飛び石とは、それ自体はあまりに突飛で現実的ではないが、別の独創的なアイデアの引き金になるような考えのことを言います。
ある大手の化学会社のエンジニアが、次のような質問をした。
「もし、家屋用のペンキに火薬を混ぜたら、どうなるだろう?」
まわりの人たちは呆気にとられたが、エンジニアは続けた。
ペンキは塗ってから3、4年たつとどうなるか、お気づきですか? 硬くなって、ひびだらけになり、はがすのに大変苦労する。もっといい落とし方があるはずだ。ペンキに火薬を混ぜれば、すぐにも家から吹き飛ばせる。

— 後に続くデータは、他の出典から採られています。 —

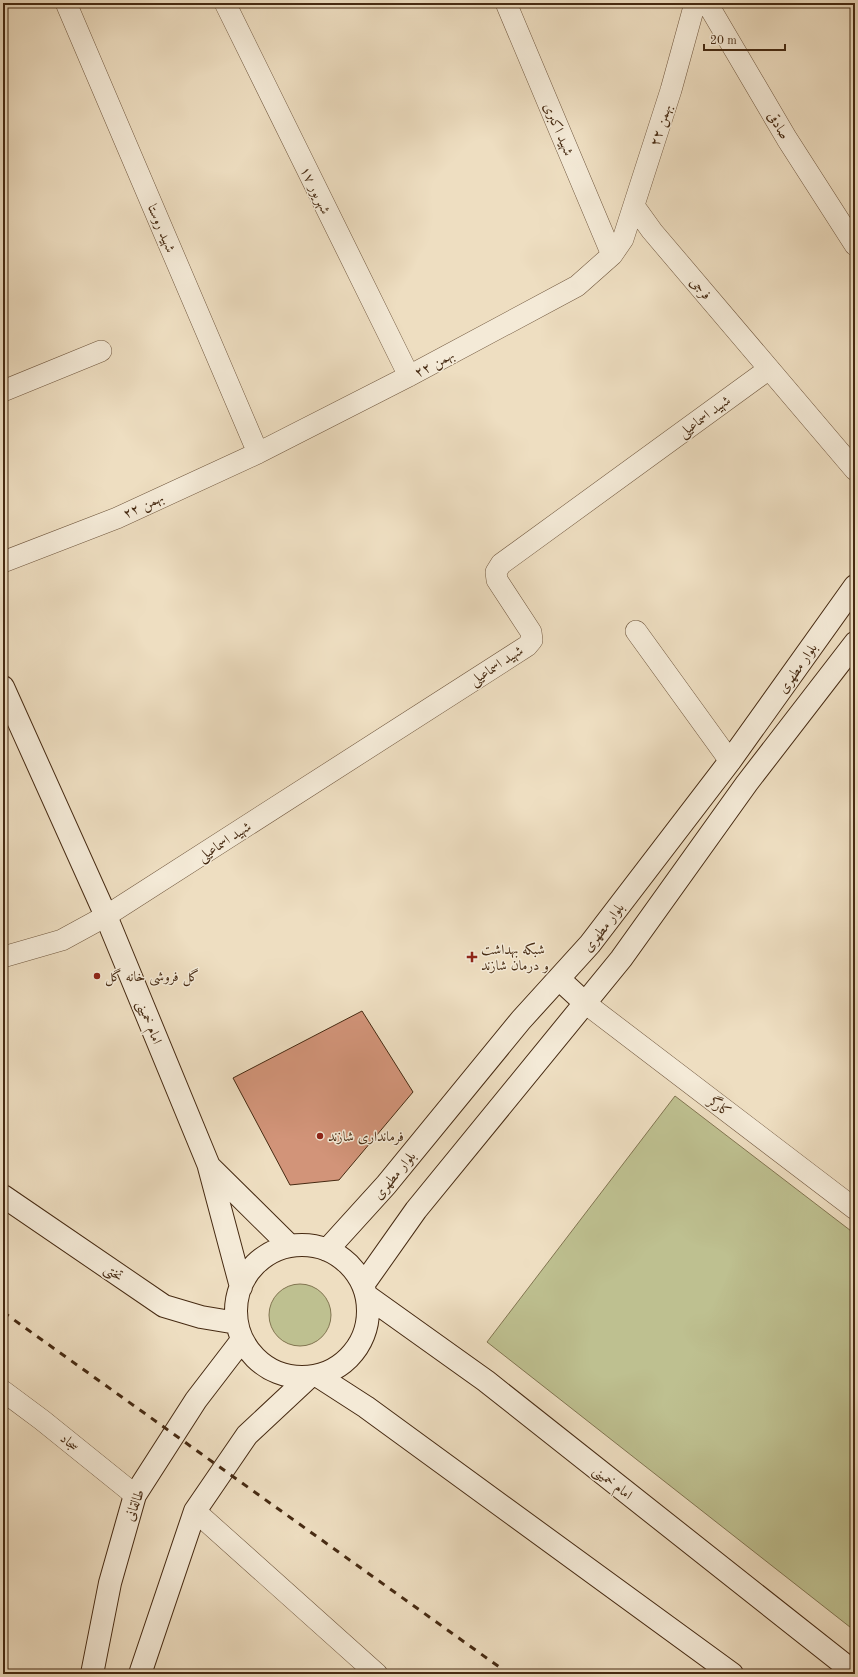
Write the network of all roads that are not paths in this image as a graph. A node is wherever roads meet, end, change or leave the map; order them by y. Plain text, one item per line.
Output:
1 (66, 3) edge
2 (225, 3) edge
3 (506, 3) edge
4 (696, 3) edge
5 (707, 3) edge
6 (634, 206) junction
7 (855, 245) edge
8 (612, 255) junction
9 (101, 351) dead end
10 (769, 369) junction
11 (409, 376) junction
12 (3, 391) edge
13 (258, 453) junction
14 (855, 470) edge
15 (3, 562) edge
16 (855, 586) edge
17 (636, 631) dead end
18 (855, 643) edge
19 (3, 687) edge
20 (730, 761) junction
21 (106, 916) junction
22 (3, 957) edge
23 (559, 979) junction
24 (585, 1003) junction
25 (209, 1166) junction
26 (3, 1196) edge
27 (855, 1209) edge
28 (290, 1246) junction
29 (327, 1250) junction
30 (240, 1287) junction
31 (365, 1291) junction
32 (240, 1332) junction
33 (313, 1377) junction
34 (3, 1392) edge
35 (135, 1495) junction
36 (195, 1511) junction
37 (855, 1673) edge
38 (92, 1674) edge
39 (140, 1674) edge
40 (377, 1674) edge
41 (732, 1674) edge

1 - 13 street, شهید روستا
2 - 11 street, ۱۷ شهریور
3 - 8 street, شهید اکبری
4 - 6 street, ۲۲ بهمن
5 - 7 street, صادقی
6 - 8 street, ۲۲ بهمن
6 - 10 street, فرجی
8 - 11 street, ۲۲ بهمن
9 - 12 street
10 - 14 street, فرجی
10 - 21 street, شهید اسماعیلی
11 - 13 street, ۲۲ بهمن
13 - 15 street, ۲۲ بهمن
16 - 20 main road, بلوار مطهری
17 - 20 street
18 - 24 main road
19 - 21 main road, امام خمینی
20 - 23 main road, بلوار مطهری
21 - 22 street, شهید اسماعیلی
21 - 25 main road, امام خمینی
23 - 24 main road
23 - 29 main road, بلوار مطهری
24 - 27 street, کارگر
24 - 31 main road
25 - 28 main road, امام خمینی
25 - 30 main road
26 - 32 main road, تختی
28 - 29 main road
28 - 30 main road
29 - 31 main road
30 - 32 main road
31 - 33 main road
31 - 37 main road, امام خمینی
32 - 33 main road
32 - 35 main road, طالقانی
33 - 36 main road
33 - 41 main road
34 - 35 street, سجاد
35 - 38 main road, طالقانی
36 - 39 main road
36 - 40 street

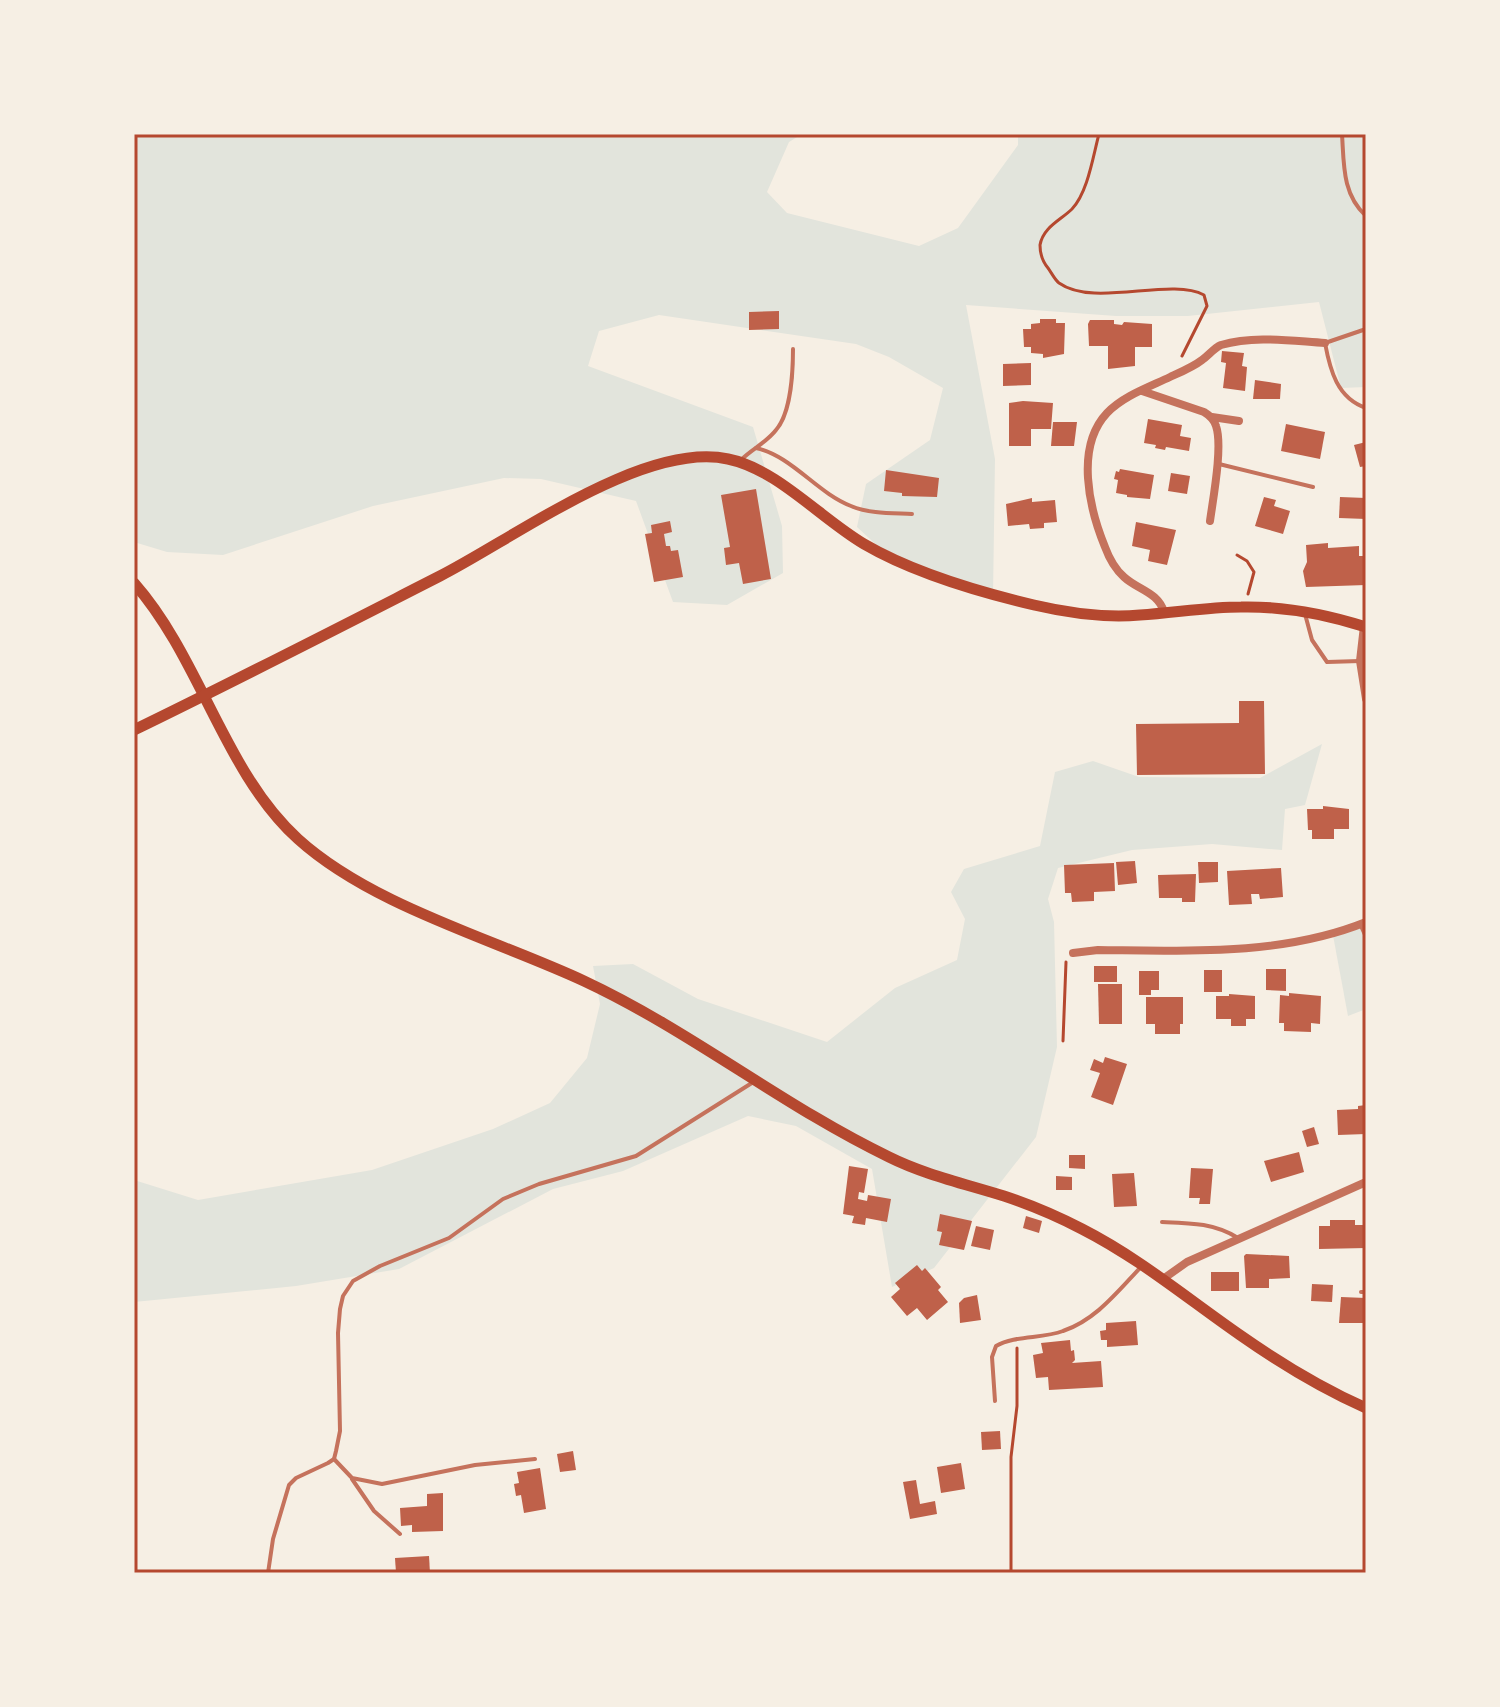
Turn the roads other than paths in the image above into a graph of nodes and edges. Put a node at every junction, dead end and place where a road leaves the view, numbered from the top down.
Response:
1 (1342, 134) edge
2 (1366, 216) edge
3 (1366, 329) edge
4 (1325, 343) junction
5 (793, 349) dead end
6 (1142, 391) junction
7 (1366, 408) edge
8 (1212, 417) junction
9 (1239, 421) dead end
10 (756, 448) junction
11 (740, 462) junction
12 (1217, 463) junction
13 (1313, 487) dead end
14 (912, 514) dead end
15 (1210, 521) dead end
16 (134, 583) edge
17 (1164, 612) junction
18 (1305, 612) junction
19 (1365, 626) edge
20 (1360, 661) junction
21 (205, 695) junction
22 (1366, 699) edge
23 (134, 730) edge
24 (1363, 923) edge
25 (1366, 937) edge
26 (1073, 953) road end
27 (755, 1081) junction
28 (1366, 1182) edge
29 (1162, 1222) dead end
30 (1238, 1238) junction
31 (1143, 1265) junction
32 (1163, 1279) junction
33 (995, 1401) dead end
34 (1366, 1408) edge
35 (334, 1459) junction
36 (535, 1459) dead end
37 (352, 1478) junction
38 (400, 1534) dead end
39 (268, 1573) edge

1 - 2 lane
3 - 4 lane
4 - 6 street
4 - 7 lane
5 - 10 lane
6 - 8 street
6 - 17 street
8 - 9 street
8 - 12 street
10 - 11 lane
10 - 14 lane
11 - 17 main road
11 - 21 main road
12 - 13 lane
12 - 15 street
16 - 21 main road
17 - 18 main road
18 - 19 main road
18 - 20 lane
19 - 20 street
20 - 22 street
21 - 23 main road
21 - 27 main road
24 - 25 lane
24 - 26 street
27 - 31 main road
27 - 35 lane
28 - 30 street
29 - 30 lane
30 - 32 street
31 - 32 main road
31 - 33 lane
32 - 34 main road
35 - 37 lane
35 - 39 lane
36 - 37 lane
37 - 38 lane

このエンジニアのアイデアは興味深かったが、ひとつ欠点があった。---あまり現実的とは言えなかった。
しかしながら、彼の話を聞いた人たちの行動は賞賛に値する。
彼のアイデアを実現性では評価しなかったのだが、現実的で独創的なアイデアに導く飛び石にしたのである。
彼らは考えた。
「古いペンキを落とす化学反応を起こすには、ほかにどんな方法があるだろう?」
この質問は彼らの思考に糸口をつけ、やがて、家庭用のペンキに添加物を混ぜるとうアイデアを導いた。
これらの添加物はそれだけでは作用しないが、ペンキが古くなってから、そのうえに、ほかの添加物を含む溶液を塗ると、この時点で、これら二組の添加物の間に反応が起こって、すぐにペンキが剥げる仕組みである。